The two sat during the change-over, then were dispatched to the locker room to wait it out. Five times in the ensuing hours the 40-person squeegee crew wiped down the court and each time, just as the final drop of moisture was pushed away, the rain came again.

Seles and Martinez barely escaped the precipitation.

The match was clean if uninspired. The Spaniard had an errant serve all day and seldom moved from a position she had taken up well beyond the baseline.

After a so-so middle season, Seles is beginning to look like the firebrand she was last year. After returning to the tour a year ago, having sat out 2 1/2 years after she was stabbed by a fan of Graf in Germany, Seles went on a tear, winning the first tournament she entered and getting to the final here against Graf. She failed to win the title but pronounced herself delighted to be back and pleased with her game.


That enthusiasm spilled over to this season, when Seles devised an ambitious early-season schedule that everyone--including her father, who is her coach--argued against.

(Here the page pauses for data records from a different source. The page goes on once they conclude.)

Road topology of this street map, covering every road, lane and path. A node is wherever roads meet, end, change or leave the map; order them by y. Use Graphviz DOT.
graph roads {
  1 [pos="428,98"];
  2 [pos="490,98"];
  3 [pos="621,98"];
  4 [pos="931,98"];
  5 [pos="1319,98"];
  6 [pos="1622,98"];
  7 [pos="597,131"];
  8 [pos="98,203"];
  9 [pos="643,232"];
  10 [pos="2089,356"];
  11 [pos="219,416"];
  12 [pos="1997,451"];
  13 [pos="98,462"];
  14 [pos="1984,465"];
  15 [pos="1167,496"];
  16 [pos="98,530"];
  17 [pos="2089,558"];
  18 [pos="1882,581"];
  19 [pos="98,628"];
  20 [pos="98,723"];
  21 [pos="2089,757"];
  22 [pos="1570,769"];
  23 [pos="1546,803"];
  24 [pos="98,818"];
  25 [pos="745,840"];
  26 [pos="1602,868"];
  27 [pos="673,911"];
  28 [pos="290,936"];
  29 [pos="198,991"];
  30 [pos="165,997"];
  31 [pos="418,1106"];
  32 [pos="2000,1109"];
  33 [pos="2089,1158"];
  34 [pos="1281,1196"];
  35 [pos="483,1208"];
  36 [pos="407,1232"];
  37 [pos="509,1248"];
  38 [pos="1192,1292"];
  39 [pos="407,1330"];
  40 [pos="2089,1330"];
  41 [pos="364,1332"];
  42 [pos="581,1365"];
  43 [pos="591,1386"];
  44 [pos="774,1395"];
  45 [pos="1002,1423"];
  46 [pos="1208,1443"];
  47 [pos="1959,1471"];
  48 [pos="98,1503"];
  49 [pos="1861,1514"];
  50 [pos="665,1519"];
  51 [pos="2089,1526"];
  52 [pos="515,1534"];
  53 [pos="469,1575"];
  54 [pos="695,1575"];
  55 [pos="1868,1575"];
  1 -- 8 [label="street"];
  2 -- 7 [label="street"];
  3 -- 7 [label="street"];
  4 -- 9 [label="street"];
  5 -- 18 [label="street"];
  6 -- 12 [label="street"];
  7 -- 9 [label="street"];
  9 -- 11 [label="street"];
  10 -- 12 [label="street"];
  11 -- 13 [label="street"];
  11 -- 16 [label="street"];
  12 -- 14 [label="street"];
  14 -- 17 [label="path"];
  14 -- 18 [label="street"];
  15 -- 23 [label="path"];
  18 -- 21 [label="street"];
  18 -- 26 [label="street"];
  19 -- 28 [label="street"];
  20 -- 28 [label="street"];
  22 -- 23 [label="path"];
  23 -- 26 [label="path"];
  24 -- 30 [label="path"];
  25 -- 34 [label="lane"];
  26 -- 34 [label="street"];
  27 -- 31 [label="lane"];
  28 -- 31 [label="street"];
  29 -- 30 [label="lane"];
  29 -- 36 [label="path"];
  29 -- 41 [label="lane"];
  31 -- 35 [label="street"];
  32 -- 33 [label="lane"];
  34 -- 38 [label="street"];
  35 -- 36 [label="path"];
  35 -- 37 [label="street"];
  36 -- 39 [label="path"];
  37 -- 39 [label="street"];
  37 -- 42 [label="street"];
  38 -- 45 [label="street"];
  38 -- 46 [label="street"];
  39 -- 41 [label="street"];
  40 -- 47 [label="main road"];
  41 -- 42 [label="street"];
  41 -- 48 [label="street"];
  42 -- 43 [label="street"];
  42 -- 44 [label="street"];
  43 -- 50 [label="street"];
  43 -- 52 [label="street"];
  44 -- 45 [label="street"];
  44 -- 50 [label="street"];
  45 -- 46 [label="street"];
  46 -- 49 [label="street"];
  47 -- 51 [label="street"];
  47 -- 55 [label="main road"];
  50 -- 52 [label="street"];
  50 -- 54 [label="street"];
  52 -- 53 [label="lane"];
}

Seles’ plan was briefly vindicated when she won the Australian Open in January, but it was at that Grand Slam event that she incurred her most troubling injury. Seles tore the lining in her left shoulder and the left-hander has a seriously compromised serve as a result.

The medical consensus is that Seles’ shoulder will require surgery after the season.

Her season has never reached top speed, nor has a sluggish and puffy Seles. She returned to both the French Open and Wimbledon, her favorite events, and was ineffective. Always a player who dictates the pace and style of a match, Seles has been befuddled by her lethargy. At the French, Seles reported the unthinkable: “I didn’t know what I was doing and I didn’t know how not to do it.”

No doubt her confidence is shaken by her injuries, but even that seems to be creeping back into her game. Her serve is still suspect, but in women’s tennis that’s not the handicap it might be. She has learned to cope. It’s not powerful but it’s accurate. Seles got in 80% of her first serves against Martinez and had no double faults.

“Coming into the Open, I knew I was playing much better tennis than I had been at the French and Wimbledon because I simply had more time to practice,” she said. “I know what I can do and how I need to change my game plan because of my shoulder. At the French and Wimbledon, I was still struggling with that.”

Apparently not anymore.


Featured Matches

Today’s featured matches at the U.S. Open:


Beginning 8 a.m. PDT


* Men’s semifinals--No. 2 Michael Chang vs. No. 6 Andre Agassi; No. 1 Pete Sampras vs. No. 4 Goran Ivanisevic.


* Women’s semifinals--No. 1 Steffi Graf vs. No. 16 Martina Hingis, completion of suspended match.